A sutrah (سترة lit., "screen, cover") is an object used by a person performing salat as a barrier between himself and one passing in front of him. The person praying should be positioned at less than or equal to three forearms' length away from the Sutrah. The Sutrah’s height must be no less than one forearm's length (i.e. the height of the rear end of a camel's saddle), whereas its width has no stipulated size. The Sutrah is compulsory for anyone performing salat (unless a Sutrah cannot be found after searching).

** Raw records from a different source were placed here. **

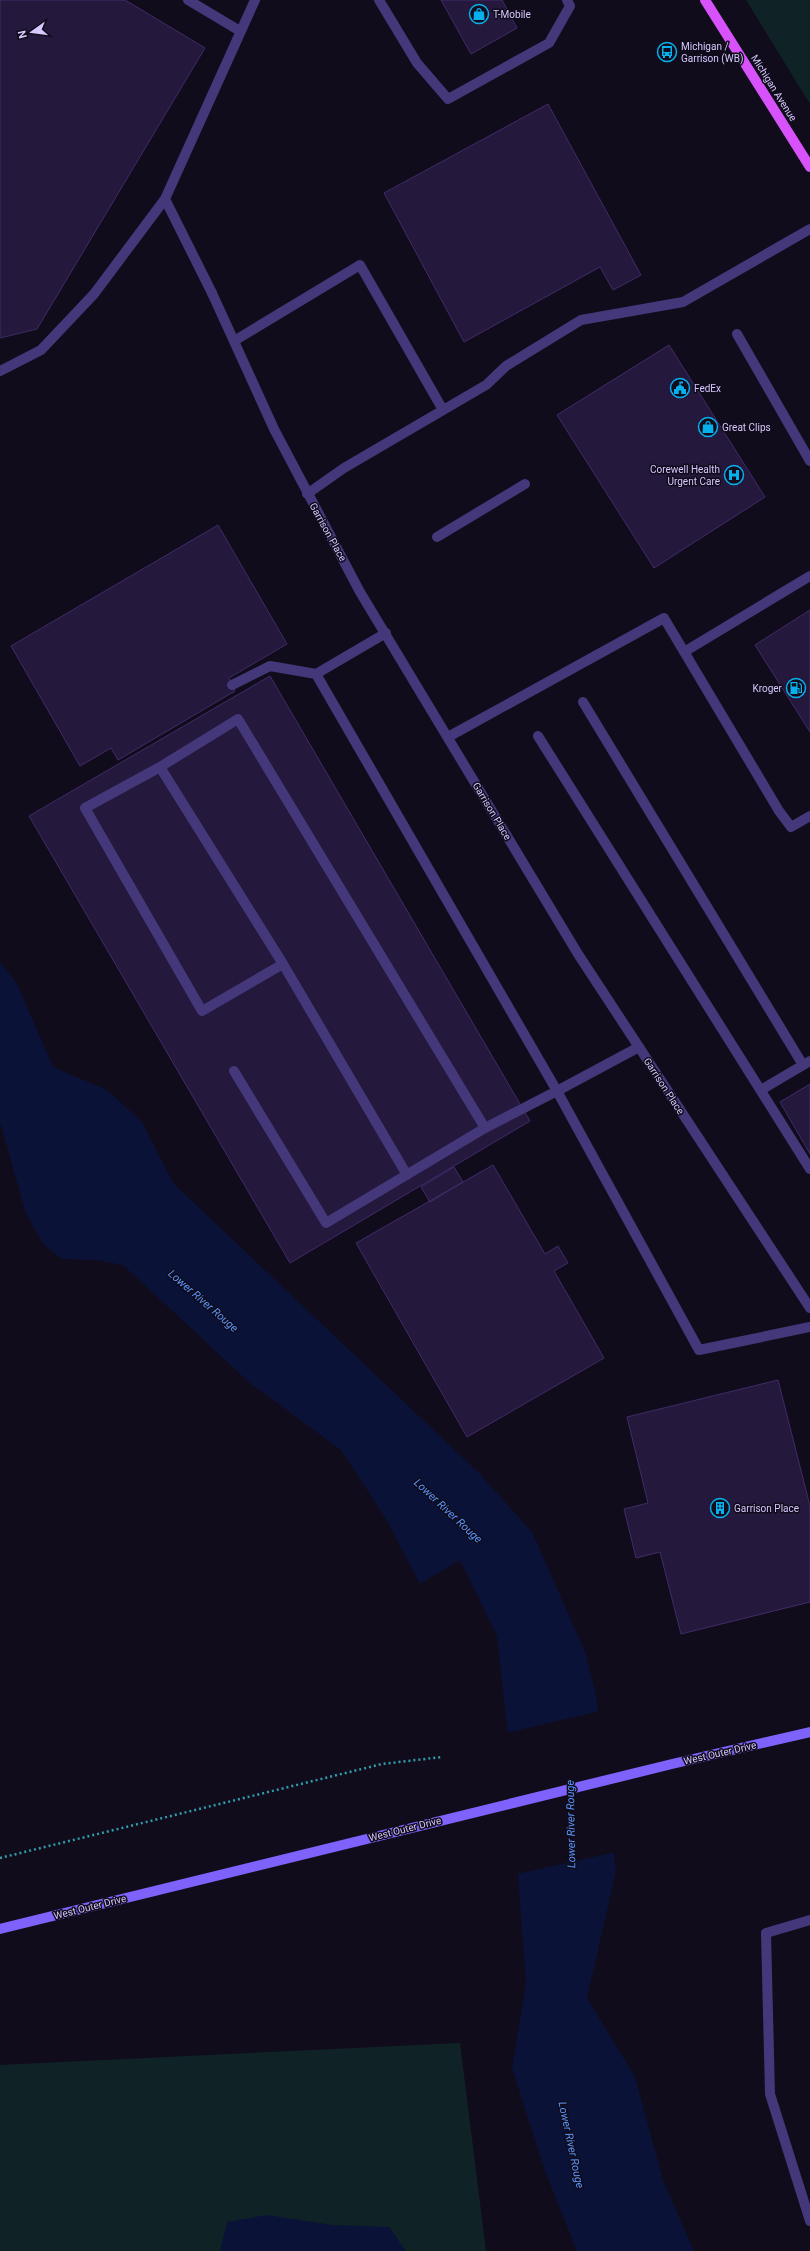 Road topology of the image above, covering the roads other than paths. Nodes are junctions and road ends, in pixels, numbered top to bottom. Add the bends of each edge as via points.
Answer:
1 (188, 0) edge
2 (255, 0) edge
3 (379, 0) edge
4 (567, 0) edge
5 (705, 0) edge
6 (240, 31) junction
7 (810, 167) edge
8 (164, 199) junction
9 (810, 229) edge
10 (737, 334) dead end
11 (234, 341) junction
12 (0, 371) edge
13 (443, 410) junction
14 (810, 461) edge
15 (525, 484) dead end
16 (306, 494) junction
17 (437, 537) dead end
18 (810, 576) edge
19 (386, 633) junction
20 (684, 652) junction
21 (316, 674) junction
22 (232, 685) dead end
23 (583, 702) dead end
24 (538, 736) dead end
25 (448, 737) junction
26 (160, 767) junction
27 (810, 816) edge
28 (283, 964) junction
29 (639, 1047) junction
30 (807, 1063) edge
31 (234, 1071) dead end
32 (760, 1090) junction
33 (557, 1091) junction
34 (485, 1128) junction
35 (810, 1169) edge
36 (407, 1175) junction
37 (810, 1308) edge
38 (810, 1327) edge
39 (810, 1732) edge
40 (810, 1920) edge
41 (0, 1929) edge
42 (810, 2221) edge

1 - 6 street
2 - 6 street
3 - 4 street via 417,63 448,99 549,43 570,6
5 - 7 main road, Michigan Avenue
6 - 8 street
8 - 11 street, Garrison Place
8 - 12 street via 94,294 41,350
9 - 13 street via 683,302 581,320 506,366 486,385
10 - 14 street
11 - 13 street via 360,265
11 - 16 street, Garrison Place
13 - 16 street via 344,468
15 - 17 street
16 - 19 street, Garrison Place
18 - 20 street
19 - 21 street
19 - 25 street, Garrison Place
20 - 25 street via 664,618
20 - 27 street via 791,827
21 - 22 street via 270,666
21 - 33 street
23 - 30 street
24 - 32 street
25 - 29 street, Garrison Place via 578,954
26 - 28 street
26 - 28 street via 85,808 202,1011
26 - 34 street via 238,719
28 - 36 street
29 - 33 street
29 - 37 street, Garrison Place
30 - 32 street
31 - 36 street via 326,1223
32 - 35 street
33 - 34 street
33 - 38 street via 700,1350
34 - 36 street
39 - 41 main road, West Outer Drive
40 - 42 street via 766,1932 770,2094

While it is apparent that it might appear like the performer is praying to the object in front of him/her, it's not absolutely necessary while praying. It can be substituted by facing a wall or simply blocking the way of a passer with a hand.
It is also forbidden for someone to pass in-between a person praying and his Sutrah, or to pass closer than 3 forearms' length to the person who has no Sutrah in front of him (because 3 forearms' length is the furthest distance which one can stay away from a Sutrah). However, a person is allowed to pass between the rows of a congregational salat.

==Hadiths related to Sutrah==
Sahl ibn Abu Hathmah narrated:
رواه سهل بن أبو هاثماه
The Prophet said: "When one of you prays facing a sutrah he should keep close to it, and not let the devil interrupt his prayer."

Abu Saeed Al Khudri narrated:
رواه أبو سعيد الخدري
The Prophet said: "When one of you prays facing a sutrah he should keep close to it, and not let anyone pass in front of it."

The Messenger of Allah said:
لا تصل إلا إلى سترة، ولا تدع أحداً يمر بين يديك، فإن أبى فلتقاتله؛ فإن معه القرين
"Pray facing a sutrah, and let no one cross in front of you while praying. If he insists, then prevent him by force because he is accompanied by shaitan."

Taking sutrah is a confirmed Sunnah as narrated in many hadiths. For example, it was narrated from `Abdur-Rahman ibn Abu Sa`id that his father said: “The Messenger of Allah (peace be upon him) said: ‘When anyone of you performs prayer, let him pray facing towards a Sutrah, and let him get close to it, and not let anyone pass in front of him. If someone comes and wants to pass in front of him, let him fight him, for he is a Shaitan (Satan).’”

==Rulings on Sutrah==
According to Hanafi Madhab, one's prayer will not be nullified if someone crosses one without sutrah.